Today we are sharing the entirety of this notice, frankly because we think it is nonsense, concocted to serve a pre-ordained purpose: an attempt to silence and intimidate those who expose corruption and fraud perpetrated by the most powerful individuals in India.

…net of costs we may barely come out above breakeven on our Adani short. Our work on Adani was never justifiable from a financial or personal safety perspective, but it is by far the work we are most proud of

Hindenburg’s Response

To a layperson, the optics of this case would look like a foreign research firm potentially colluded with a short seller to deflate the stock prices of Indian-traded securities with a clear arrangement to take a quarter of the profits made. But turn on the legal lens and the case doesn’t seem as straightforward anymore.

Before examining the regulator’s case against Hindenburg Research (“Hindenburg”) and whether any effective action can be taken by it, here’s a quick recap of the story so far.

Brief Background and Timeline

  1. Jan 25, 2023: Adani-Hindenburg saga begins. U.S.-based research firm Hindenburg issued a report in respect of the Adani Group on January 25, 2023, post which the mothership stock – Adani Enterprises Limited (“AEL”) fell by 59%. Before making this report public, Hindenburg shared a draft copy of it with Kingdon Capital, run by hedge fund manager Mark Kingdon. Certain Kingdon entities built short positions in AEL and pocketed a profit of INR 183 crores after the report was made public. Kingdon Capital had agreed to share 25% of the profits with Hindenburg on this trade. After the publication of the report, SEBI conducted an investigation for the period dated November 01, 2022, to February 28, 2023.
  1. June 27, 2024 – SEBI initiated action against Hindenburg. Securities and Exchange Board of India (“SEBI”) issued a show-cause notice (“SCN”) to Hindenburg. Broadly, it made two allegations:
    • One, that Hindenburg violated the RA Regulations1 since it issued a report on an Indian security without an agreement/tie up with a SEBI-registered entity.
    • Two, Hindenburg violated the provisions of the PFUTP Regulations2.
  1. July 01, 2024 – Hindenburg Responds. Hindenburg made public the SCN, and also published its response to it. Aside the obvious hyperbole, Hindenburg did not refute (on substance) any of the legal non-compliances alleged by SEBI.
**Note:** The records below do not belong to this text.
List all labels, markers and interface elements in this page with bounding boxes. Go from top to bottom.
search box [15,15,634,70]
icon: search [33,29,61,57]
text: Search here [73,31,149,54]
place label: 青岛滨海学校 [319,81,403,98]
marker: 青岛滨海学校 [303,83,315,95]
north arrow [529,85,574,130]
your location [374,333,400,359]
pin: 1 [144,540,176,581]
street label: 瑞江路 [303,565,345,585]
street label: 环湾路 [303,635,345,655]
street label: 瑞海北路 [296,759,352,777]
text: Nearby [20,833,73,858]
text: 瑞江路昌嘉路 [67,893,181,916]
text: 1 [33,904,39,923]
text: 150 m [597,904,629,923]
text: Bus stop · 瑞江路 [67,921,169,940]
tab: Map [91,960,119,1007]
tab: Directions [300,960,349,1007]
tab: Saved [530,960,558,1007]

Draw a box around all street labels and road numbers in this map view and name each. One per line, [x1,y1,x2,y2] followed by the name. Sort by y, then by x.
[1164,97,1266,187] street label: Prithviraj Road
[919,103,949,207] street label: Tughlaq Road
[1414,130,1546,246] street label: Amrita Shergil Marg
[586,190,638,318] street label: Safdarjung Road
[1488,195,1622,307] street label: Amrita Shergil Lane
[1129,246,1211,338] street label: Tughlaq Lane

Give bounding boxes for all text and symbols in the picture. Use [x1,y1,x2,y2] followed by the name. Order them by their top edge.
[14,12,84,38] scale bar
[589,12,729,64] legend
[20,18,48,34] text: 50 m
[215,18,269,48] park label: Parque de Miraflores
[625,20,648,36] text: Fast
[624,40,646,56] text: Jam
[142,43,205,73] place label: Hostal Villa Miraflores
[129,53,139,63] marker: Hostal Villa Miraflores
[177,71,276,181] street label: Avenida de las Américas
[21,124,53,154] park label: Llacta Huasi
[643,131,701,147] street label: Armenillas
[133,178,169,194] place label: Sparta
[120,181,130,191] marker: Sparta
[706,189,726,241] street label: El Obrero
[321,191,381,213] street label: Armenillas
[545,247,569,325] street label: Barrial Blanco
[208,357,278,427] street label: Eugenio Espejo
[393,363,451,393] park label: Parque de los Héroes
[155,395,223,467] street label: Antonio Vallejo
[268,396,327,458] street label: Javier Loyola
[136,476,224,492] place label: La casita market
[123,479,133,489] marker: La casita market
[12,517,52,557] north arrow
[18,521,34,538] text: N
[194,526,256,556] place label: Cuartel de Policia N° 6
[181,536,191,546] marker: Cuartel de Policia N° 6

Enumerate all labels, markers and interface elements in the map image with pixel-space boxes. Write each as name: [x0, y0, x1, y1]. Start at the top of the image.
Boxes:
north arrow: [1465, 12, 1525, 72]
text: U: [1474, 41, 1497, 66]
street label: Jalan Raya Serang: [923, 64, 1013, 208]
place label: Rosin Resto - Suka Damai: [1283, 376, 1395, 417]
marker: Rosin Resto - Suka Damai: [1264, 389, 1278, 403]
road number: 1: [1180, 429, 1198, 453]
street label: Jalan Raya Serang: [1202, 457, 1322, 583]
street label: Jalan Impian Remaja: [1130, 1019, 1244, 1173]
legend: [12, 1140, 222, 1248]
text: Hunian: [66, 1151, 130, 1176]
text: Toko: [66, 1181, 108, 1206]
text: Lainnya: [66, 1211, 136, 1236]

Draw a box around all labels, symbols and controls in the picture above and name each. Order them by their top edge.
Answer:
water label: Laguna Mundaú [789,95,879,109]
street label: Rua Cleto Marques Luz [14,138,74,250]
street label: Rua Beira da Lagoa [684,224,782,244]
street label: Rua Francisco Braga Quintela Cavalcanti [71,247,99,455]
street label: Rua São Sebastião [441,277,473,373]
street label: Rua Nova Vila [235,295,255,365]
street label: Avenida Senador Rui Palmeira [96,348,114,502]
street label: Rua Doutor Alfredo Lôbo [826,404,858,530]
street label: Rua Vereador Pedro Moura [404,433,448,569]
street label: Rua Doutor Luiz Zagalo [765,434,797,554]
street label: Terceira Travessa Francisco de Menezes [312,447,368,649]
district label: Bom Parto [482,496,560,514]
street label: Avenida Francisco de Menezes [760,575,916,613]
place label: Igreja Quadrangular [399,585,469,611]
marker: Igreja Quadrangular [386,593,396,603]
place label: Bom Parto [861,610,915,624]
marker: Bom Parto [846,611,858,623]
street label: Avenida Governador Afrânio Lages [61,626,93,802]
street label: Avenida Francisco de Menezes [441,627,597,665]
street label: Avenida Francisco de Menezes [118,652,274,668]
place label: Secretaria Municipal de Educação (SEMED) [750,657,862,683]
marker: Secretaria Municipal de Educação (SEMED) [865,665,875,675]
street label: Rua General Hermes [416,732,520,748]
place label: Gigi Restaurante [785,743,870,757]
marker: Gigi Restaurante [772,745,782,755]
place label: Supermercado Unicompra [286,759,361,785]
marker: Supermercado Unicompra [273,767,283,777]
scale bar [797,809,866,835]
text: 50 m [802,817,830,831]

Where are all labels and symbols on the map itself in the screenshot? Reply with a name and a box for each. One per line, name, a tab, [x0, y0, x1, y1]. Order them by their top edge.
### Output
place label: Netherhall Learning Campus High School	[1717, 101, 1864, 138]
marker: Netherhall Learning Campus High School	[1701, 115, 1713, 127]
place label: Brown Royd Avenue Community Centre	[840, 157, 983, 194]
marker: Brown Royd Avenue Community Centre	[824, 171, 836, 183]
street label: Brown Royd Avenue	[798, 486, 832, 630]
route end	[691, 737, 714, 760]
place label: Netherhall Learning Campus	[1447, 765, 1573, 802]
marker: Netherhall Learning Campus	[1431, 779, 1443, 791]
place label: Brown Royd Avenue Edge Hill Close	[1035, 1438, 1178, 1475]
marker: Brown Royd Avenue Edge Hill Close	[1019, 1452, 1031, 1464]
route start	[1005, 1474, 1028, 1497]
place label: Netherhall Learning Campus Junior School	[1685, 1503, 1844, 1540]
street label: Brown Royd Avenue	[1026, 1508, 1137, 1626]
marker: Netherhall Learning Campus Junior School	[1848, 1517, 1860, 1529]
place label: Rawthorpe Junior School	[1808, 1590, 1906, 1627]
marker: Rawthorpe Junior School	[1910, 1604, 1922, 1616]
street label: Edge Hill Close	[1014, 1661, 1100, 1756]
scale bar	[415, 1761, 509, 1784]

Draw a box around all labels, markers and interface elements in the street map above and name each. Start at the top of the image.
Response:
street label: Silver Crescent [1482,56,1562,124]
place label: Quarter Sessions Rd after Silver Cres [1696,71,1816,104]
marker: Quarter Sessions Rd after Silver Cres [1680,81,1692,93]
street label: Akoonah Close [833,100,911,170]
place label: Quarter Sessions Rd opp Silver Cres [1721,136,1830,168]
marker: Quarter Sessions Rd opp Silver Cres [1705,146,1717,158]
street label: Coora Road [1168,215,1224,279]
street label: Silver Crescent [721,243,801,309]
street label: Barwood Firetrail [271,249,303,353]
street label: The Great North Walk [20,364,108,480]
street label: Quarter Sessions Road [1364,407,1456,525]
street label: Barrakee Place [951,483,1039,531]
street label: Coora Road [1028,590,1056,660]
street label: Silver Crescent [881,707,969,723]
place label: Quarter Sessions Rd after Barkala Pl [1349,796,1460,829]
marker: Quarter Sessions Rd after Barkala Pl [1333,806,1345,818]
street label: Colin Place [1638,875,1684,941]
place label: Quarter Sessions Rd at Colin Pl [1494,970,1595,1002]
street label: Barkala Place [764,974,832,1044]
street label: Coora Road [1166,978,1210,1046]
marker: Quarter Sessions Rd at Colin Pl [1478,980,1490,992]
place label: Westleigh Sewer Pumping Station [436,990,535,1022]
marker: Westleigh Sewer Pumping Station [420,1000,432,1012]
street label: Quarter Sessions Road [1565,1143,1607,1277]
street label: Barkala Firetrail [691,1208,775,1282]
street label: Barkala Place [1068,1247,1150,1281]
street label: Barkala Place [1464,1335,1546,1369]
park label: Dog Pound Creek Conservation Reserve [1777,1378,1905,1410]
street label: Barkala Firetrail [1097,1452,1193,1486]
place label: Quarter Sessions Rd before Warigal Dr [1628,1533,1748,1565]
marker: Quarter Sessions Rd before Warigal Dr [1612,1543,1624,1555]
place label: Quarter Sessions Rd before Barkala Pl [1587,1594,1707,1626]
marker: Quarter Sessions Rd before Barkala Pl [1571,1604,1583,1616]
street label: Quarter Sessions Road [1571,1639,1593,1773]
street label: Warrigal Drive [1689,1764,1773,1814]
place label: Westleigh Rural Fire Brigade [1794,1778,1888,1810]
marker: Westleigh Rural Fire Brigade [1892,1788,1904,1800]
First-things-first – does SEBI have jurisdiction over Hindenburg?

Does the SEBI Act3 explicitly provide extra-territorial jurisdiction to SEBI, say as in the case of our competition regulator? No. However, SEBI Act gives the regulator wide powers to protect the interests of investors in the Indian securities market. Additionally, the Supreme Court of India has recognized that if a person commits acts which affect the legitimate interest of investors in the Indian stock market, SEBI would be fully empowered to proceed against such persons.4

This should give SEBI sufficient jurisdiction to investigate Hindenburg’s actions.

Did Hindenburg violate the RA Regulations? Mere technical violation or a substantive one?

There are two critical aspects of the RA Regulations at play here:

  1. Should Hindenburg have tied up with a SEBI registered agent before issuing the report?

    Facts. As per the RA Regulations, for any document to qualify as a ‘research report’, it needs to ‘provide a basis for an investment decision’. In this case, there were 2 reports involved:

    • November 2022 Draft Report. A private draft report was issued by Hindenburg to Kingdon on November 20, 2022. The SCN does not seem to allege that Hindenburg violated the RA Regulations vis-à-vis the private draft report.

    • Jan 2023 Final Public Report. The final report released by Hindenburg to the public on January 25, 2023. SEBI has alleged that Hindenburg could not have published this ‘research report’ in the absence of a tie-up with a registered research agent and hence, the publication violated the RA Regulations. Hindenburg however has responded that this report carries a clear disclaimer stating: ‘the report does not constitute a recommendation on securities…’ . As a result, there should be no violation of RA Regulations since the report should not qualify as a ‘research report’ to begin with.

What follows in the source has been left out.